Work to complete ▸ Return every line of the entries that includes the word "Topónimo".

Available records ▸
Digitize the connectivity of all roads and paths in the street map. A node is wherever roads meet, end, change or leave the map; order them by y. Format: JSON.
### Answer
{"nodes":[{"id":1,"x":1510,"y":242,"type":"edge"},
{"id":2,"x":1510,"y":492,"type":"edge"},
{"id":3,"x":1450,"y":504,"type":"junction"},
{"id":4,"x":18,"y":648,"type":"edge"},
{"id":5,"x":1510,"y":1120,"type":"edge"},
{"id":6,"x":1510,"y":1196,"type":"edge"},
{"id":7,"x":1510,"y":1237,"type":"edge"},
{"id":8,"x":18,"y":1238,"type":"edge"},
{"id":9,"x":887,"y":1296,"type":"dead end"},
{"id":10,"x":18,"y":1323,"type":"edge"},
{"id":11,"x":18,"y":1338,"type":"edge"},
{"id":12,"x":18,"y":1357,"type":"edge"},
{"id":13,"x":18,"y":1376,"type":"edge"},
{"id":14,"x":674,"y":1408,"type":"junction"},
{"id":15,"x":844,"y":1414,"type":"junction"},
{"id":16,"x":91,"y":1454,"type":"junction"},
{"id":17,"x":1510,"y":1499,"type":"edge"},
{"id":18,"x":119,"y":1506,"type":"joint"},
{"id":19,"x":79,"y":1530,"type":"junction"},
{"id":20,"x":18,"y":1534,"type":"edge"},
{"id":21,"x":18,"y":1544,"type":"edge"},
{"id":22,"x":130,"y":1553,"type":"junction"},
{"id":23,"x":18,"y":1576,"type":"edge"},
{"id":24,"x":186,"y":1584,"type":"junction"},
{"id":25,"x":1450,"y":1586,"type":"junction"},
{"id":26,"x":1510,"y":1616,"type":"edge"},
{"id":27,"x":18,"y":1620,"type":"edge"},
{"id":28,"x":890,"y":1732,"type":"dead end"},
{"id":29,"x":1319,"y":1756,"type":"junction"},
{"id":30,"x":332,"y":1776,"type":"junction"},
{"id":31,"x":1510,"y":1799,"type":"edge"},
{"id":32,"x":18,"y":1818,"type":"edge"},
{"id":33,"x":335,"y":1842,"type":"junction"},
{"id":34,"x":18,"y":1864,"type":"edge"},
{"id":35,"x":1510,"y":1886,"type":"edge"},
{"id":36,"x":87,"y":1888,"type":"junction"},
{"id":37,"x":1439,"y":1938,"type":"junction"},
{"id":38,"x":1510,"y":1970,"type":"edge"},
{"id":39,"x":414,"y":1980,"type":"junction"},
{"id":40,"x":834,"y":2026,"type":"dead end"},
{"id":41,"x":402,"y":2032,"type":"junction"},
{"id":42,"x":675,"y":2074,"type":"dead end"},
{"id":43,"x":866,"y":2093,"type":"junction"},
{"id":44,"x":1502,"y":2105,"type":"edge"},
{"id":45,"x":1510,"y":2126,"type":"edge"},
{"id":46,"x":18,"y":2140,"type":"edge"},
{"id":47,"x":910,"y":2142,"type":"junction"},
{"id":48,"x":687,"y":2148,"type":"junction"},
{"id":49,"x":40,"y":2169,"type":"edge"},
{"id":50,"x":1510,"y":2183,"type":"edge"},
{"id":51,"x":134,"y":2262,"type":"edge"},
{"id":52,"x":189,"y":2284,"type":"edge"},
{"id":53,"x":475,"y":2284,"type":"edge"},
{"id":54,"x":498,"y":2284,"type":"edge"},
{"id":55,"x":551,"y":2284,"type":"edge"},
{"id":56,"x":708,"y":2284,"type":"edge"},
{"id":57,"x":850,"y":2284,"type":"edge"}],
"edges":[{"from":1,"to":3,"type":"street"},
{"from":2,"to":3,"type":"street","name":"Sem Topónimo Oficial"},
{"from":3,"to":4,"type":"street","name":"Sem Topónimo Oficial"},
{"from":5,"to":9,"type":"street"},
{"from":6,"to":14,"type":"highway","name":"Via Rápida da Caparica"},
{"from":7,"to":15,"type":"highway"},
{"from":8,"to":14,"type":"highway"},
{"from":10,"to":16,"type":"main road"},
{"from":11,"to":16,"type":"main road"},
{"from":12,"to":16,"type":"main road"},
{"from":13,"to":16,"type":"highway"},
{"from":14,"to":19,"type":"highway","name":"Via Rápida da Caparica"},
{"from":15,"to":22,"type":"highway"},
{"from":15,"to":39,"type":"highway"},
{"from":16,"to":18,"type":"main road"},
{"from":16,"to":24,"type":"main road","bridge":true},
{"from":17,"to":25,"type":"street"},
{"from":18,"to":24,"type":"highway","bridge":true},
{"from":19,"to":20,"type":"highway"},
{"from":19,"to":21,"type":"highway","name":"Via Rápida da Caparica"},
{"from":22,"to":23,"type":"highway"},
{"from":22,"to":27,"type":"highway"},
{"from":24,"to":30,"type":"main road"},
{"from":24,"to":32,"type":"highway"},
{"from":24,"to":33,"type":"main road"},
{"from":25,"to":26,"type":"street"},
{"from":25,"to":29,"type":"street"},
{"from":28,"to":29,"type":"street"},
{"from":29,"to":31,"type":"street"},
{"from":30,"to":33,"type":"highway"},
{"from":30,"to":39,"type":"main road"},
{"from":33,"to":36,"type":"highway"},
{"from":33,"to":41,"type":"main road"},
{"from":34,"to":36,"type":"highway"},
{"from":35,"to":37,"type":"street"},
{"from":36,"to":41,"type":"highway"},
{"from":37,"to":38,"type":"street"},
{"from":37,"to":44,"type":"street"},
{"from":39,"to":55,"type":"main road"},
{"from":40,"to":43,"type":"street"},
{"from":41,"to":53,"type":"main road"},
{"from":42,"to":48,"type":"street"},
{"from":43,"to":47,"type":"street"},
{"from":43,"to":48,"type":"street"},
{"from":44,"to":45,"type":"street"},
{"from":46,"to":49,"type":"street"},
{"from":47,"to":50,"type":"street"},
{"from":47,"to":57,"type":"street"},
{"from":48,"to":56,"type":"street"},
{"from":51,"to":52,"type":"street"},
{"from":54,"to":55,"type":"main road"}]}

Answer to this problem ▸
{"from":2,"to":3,"type":"street","name":"Sem Topónimo Oficial"},
{"from":3,"to":4,"type":"street","name":"Sem Topónimo Oficial"},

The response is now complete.